Glasgow Prestwick Airport sold to Scottish government for £1
It was confirmed earlier this week that Glasgow Prestwick Airport had been sold by its New Zealand-based owners Infratil to the Scottish Government for the grand sum of just £1 (this follows the announced sale of Infratil’s other UK airport, Manston, also for £1, in October). The airport has apparently been running at a significant loss in recent years, and Infratil had been looking for a buyer for some 18 months. Infratil acquired the airport from Stagecoach Group in early 2001, when traffic was booming. The airport’s only scheduled services at present are provided by Ryanair, which also has a maintenance facility there.
From under 600,000 to 2.4 million passengers in just seven years
Between 1998 and 2005 the airport saw its passenger numbers more than quadruple from under 600,000 to 2.4 million, a level at which they stayed in 2006, 2007 and 2008. However, since then passenger numbers at the airport have fallen by more than 50% in just four years, to just under 1.1 million, as Ryanair, the airport’s main scheduled airline, has reduced frequencies at the airport.
However, so far this year passenger numbers are up 9.1% in the period from January to October, thanks in part to new Polish routes to Rzeszow (launched March 2013) and Warsaw (launched October 2012).
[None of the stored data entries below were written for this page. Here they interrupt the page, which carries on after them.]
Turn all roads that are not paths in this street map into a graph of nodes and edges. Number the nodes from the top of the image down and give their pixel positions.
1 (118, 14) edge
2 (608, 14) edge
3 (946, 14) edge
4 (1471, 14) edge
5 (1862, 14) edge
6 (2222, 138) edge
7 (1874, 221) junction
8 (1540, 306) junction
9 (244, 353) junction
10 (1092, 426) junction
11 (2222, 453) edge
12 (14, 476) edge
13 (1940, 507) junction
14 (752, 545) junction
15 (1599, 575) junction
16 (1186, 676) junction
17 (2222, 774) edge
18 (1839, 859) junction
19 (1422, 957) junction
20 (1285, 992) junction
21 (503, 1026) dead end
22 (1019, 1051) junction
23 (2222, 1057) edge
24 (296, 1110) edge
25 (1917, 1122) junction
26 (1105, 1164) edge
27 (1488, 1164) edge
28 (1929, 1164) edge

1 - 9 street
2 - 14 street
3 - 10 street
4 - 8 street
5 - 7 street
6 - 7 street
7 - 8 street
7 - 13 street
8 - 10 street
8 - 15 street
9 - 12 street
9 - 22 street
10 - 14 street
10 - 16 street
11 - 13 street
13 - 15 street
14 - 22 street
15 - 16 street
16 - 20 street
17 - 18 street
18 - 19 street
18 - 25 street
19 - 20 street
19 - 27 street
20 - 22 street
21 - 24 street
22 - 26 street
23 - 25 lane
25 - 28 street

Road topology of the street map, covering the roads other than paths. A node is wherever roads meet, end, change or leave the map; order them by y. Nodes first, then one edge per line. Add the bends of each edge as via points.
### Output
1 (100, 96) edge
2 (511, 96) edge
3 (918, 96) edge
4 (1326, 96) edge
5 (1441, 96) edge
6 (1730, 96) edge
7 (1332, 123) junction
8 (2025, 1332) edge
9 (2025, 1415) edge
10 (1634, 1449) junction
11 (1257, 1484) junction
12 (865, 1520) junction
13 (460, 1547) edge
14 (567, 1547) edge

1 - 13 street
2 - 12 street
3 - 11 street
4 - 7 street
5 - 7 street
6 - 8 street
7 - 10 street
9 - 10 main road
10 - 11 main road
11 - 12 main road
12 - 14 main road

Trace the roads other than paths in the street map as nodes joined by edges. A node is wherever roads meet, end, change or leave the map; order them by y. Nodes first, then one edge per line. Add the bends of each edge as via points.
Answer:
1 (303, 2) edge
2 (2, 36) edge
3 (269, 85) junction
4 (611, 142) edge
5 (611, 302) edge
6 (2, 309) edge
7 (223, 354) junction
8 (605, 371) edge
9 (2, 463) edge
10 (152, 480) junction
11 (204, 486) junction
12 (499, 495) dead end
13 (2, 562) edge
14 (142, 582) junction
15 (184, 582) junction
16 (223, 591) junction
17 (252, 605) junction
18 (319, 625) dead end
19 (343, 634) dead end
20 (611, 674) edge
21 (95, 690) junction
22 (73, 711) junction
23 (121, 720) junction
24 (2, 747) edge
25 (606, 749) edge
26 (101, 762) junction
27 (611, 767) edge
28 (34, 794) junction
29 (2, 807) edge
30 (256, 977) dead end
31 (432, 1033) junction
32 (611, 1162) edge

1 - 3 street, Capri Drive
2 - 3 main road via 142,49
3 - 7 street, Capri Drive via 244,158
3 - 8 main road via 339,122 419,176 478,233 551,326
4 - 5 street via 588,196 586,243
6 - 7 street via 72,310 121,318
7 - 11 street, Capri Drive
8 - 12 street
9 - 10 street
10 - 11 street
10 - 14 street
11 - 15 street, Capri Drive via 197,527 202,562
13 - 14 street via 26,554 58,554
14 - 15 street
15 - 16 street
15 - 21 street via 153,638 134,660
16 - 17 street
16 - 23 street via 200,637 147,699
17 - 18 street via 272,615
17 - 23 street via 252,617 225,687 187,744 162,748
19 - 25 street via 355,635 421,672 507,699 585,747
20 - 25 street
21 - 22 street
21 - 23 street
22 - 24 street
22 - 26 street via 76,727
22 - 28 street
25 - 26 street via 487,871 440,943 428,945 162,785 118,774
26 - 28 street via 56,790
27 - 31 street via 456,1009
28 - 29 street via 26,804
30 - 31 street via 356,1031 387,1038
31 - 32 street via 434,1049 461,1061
The airport’s peak month is July, and based on 2012 data the airport has a SVID of 16.79 (“poor”), compared with its Central Scottish rivals Glasgow (5.80, “good”), and Edinburgh (3.90, “good”)
Fewer flights but more destinations served by Ryanair
Although Ryanair operated around 100 weekly departures from Prestwick in July 2013 (compared with 170 back in July 2008), the number of destinations served has actually increased from 25 to 27 during that period, revealing a significant reduction in the average weekly frequency of flights on routes from the airport. In total anna.aero estimates that Ryanair has operated to almost 50 destinations at one time or other from Glasgow Prestwick. One of the routes no longer served is London Stansted. As recently as the summer of 2007 this route was operated with five daily (yes, daily) flights, but by the end of October 2011 the route had gone.
Wizz Air, which had served the airport since March 2006, moved its last two remaining low-frequency services (from Gdansk and Warsaw) to Glasgow International at the beginning of March this year.
Nationalisation – what the (Scottish) politicians said
Deputy First Minister Nicola Sturgeon, said: “It’s a good decision and I’m glad we’ve reached this outcome, because it allows us to protect not just the asset of Prestwick Airport but the jobs that directly and indirectly depend on it. We would have preferred to see a private company buy Prestwick Airport but the strategic and economic importance of Prestwick Airport is such that we weren’t prepared to see Prestwick close.”
The leader of South Ayrshire Council, Councillor Bill McIntosh, said: “The airport is vital to the local and national economy and this excellent news will be a huge relief for the 1,400 people employed there.”
Glasgow City Councillor Gordon Matheson, said: “I’m still unclear how the Scottish Government can build a sound business case for Prestwick as a passenger airport without skewing the market at Glasgow’s expense. Given Prestwick’s significant annual loss under its previous owners, and the fact that no private investors considered it a viable acquisition, it is difficult to see how the Government can make it a success as a passenger airport within State Aid rules.”